[PROBLEM]:
Drop the pictures, then repeat every record exactly as it stands.

[DATA TO PROCESS]:
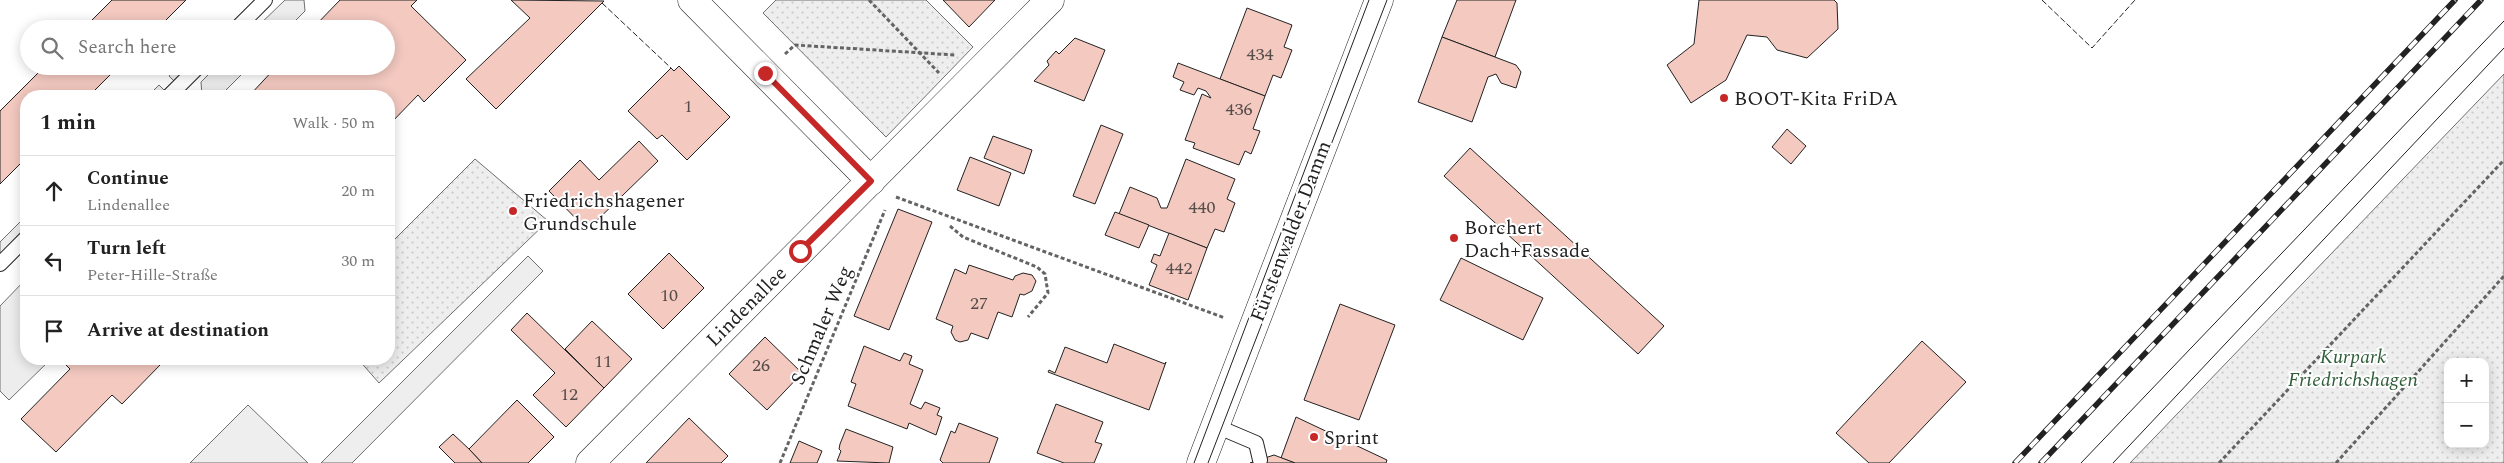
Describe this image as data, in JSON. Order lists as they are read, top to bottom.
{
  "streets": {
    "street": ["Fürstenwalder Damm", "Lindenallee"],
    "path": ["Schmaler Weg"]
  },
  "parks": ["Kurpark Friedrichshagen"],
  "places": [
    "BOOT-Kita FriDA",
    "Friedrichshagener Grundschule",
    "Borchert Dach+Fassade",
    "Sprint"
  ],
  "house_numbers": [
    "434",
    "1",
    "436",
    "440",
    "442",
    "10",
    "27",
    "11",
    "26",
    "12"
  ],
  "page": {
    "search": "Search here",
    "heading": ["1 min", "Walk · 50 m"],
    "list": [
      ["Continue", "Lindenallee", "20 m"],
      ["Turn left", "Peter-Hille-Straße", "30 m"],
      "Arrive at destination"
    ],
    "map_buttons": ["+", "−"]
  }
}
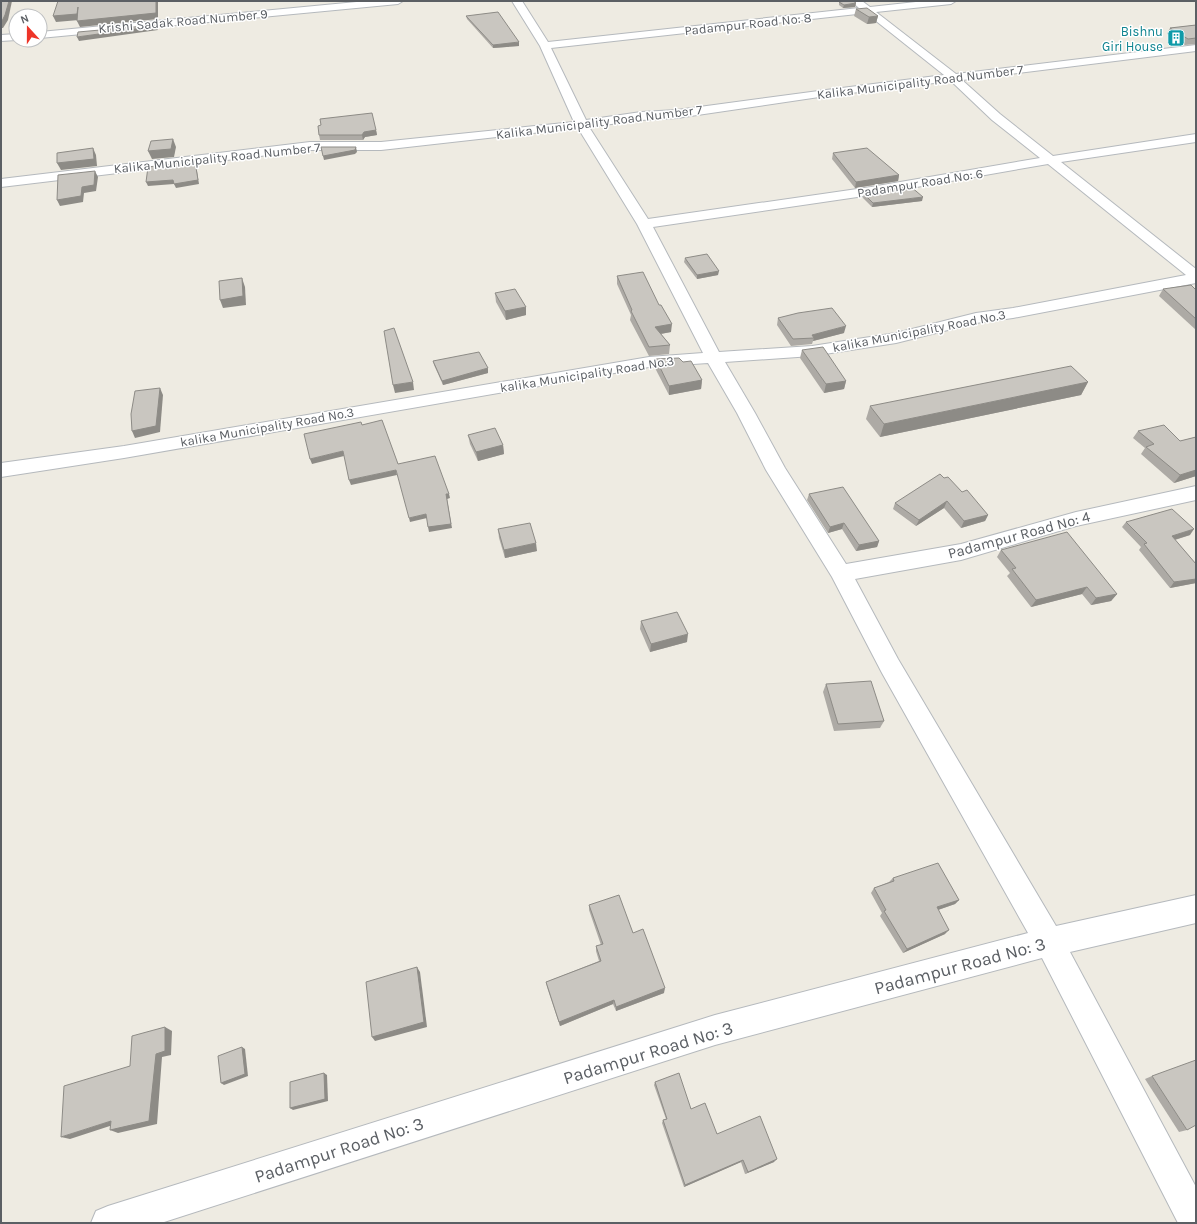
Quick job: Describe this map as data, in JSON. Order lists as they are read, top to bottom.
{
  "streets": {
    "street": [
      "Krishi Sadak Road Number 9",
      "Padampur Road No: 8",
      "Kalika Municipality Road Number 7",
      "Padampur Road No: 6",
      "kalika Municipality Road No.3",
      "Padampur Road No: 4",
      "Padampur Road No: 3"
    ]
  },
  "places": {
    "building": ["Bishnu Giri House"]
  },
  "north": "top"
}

[FINISHED TASK]:
Describe this image as data, in JSON. Order lists as they are read, top to bottom.
{
  "streets": {
    "street": ["Fürstenwalder Damm", "Lindenallee"],
    "path": ["Schmaler Weg"]
  },
  "parks": ["Kurpark Friedrichshagen"],
  "places": [
    "BOOT-Kita FriDA",
    "Friedrichshagener Grundschule",
    "Borchert Dach+Fassade",
    "Sprint"
  ],
  "house_numbers": [
    "434",
    "1",
    "436",
    "440",
    "442",
    "10",
    "27",
    "11",
    "26",
    "12"
  ],
  "page": {
    "search": "Search here",
    "heading": ["1 min", "Walk · 50 m"],
    "list": [
      ["Continue", "Lindenallee", "20 m"],
      ["Turn left", "Peter-Hille-Straße", "30 m"],
      "Arrive at destination"
    ],
    "map_buttons": ["+", "−"]
  }
}
Quick job: Describe this map as data, in JSON. Order lists as they are read, top to bottom.
{
  "streets": {
    "street": [
      "Krishi Sadak Road Number 9",
      "Padampur Road No: 8",
      "Kalika Municipality Road Number 7",
      "Padampur Road No: 6",
      "kalika Municipality Road No.3",
      "Padampur Road No: 4",
      "Padampur Road No: 3"
    ]
  },
  "places": {
    "building": ["Bishnu Giri House"]
  },
  "north": "top"
}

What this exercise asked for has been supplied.